We were lucky enough to have this leopard come across our camera early one morning in the mountains of Abune Yosef, home to the Rim Gedel, Qey Gedel and Atimata wolf packs. This massif is one of the largest Afroalpine areas in Northern Ethiopia so it’s no surprise that the area’s bordering forests are attractive to these adaptable big cats, which can often be found near prime wolf habitat. It’s very rare to see the two species cross paths, but our monitors recently saw a wolf pack amazingly chase away a leopard!

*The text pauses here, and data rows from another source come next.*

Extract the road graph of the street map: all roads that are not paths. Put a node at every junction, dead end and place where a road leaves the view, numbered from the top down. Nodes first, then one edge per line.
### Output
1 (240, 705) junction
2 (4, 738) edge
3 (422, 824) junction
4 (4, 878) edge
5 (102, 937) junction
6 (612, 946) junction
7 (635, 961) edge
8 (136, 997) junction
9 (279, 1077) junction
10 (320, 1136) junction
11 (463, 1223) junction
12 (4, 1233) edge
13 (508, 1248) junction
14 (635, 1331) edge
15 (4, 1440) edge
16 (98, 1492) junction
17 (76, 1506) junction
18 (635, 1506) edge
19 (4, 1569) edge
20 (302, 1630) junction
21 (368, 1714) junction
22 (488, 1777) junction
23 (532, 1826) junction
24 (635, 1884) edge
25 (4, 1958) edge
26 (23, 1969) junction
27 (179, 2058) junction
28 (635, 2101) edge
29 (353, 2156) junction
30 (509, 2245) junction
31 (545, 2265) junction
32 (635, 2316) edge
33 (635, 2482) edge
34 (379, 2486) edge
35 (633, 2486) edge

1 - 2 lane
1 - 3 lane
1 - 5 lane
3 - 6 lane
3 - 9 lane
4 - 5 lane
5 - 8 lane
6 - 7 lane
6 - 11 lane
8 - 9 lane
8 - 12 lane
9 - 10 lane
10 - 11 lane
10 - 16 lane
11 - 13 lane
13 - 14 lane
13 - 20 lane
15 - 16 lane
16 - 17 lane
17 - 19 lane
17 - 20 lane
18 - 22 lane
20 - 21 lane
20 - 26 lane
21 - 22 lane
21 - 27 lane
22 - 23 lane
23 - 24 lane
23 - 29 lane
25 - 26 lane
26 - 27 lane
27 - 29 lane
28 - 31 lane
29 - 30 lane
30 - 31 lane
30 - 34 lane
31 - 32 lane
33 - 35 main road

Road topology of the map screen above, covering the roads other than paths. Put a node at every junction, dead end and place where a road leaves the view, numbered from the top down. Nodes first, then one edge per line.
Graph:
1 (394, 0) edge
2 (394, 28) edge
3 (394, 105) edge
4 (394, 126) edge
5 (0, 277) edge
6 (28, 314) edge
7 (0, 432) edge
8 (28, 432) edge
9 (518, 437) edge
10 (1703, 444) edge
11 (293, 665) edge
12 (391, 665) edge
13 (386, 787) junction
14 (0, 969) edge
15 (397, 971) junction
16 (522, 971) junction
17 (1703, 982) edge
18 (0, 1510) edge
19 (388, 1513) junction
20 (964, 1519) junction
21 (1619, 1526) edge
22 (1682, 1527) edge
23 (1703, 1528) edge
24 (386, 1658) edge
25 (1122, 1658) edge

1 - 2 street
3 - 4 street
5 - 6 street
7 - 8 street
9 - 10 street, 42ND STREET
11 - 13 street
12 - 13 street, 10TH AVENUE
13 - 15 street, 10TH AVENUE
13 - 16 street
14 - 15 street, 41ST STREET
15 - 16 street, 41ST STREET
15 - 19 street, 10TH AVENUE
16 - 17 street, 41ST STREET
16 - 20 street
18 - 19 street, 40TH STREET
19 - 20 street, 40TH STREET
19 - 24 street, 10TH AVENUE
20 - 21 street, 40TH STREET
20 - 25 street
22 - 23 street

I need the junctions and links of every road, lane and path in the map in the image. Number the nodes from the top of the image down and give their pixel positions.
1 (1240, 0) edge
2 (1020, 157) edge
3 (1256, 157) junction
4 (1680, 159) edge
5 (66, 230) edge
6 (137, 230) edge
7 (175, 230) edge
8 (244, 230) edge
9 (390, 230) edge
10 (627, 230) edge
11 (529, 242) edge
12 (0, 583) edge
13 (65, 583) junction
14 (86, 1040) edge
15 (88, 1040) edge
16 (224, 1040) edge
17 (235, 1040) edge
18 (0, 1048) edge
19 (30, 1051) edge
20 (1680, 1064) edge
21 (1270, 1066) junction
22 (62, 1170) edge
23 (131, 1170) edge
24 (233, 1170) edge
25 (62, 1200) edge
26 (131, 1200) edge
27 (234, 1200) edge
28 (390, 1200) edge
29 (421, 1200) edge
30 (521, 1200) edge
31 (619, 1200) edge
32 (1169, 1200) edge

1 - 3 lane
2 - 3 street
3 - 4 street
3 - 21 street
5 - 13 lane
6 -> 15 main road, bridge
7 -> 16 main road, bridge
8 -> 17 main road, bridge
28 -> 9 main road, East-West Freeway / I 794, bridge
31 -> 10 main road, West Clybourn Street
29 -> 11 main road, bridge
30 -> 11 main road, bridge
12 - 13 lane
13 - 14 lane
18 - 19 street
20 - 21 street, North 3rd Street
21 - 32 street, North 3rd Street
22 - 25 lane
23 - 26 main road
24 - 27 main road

Leopards are widely distributed across sub-Saharan Africa including Ethiopia, though in low densities. They are still found throughout most of their historic range, including in some of Ethiopia’s protected areas, although their numbers have been significantly reduced over the last hundred years with increasing human population expansion and habitat loss.

 

Masters of camouflage, leopards aren’t too picky about their diet and feed on a broad range of prey including small rodents, birds, and various species of ungulates (hoofed mammals) - they have even been observed hunting gelada baboons in Menz-Guassa. As they spend so much time in the mountains, Wolf Monitors spot leopards fairly regularly around remaining patches of forest, and have recorded 29 sightings in the last two years. This year, EWCP’s Monitoring Team Leader Alo Hussein has even seen a melanistic leopard (sometimes referred to as a black panther) twice in remote forest groves near Bale Mountains National park, home to the largest population of Ethiopian wolves.

 

In Ethiopia’s highlands, leopards depend on the montane forests of the Afroalpine ecosystem, for which Ethiopian wolves are a flagship – when we safeguard habitats as a home for the wolves, many other species, including leopards, benefit.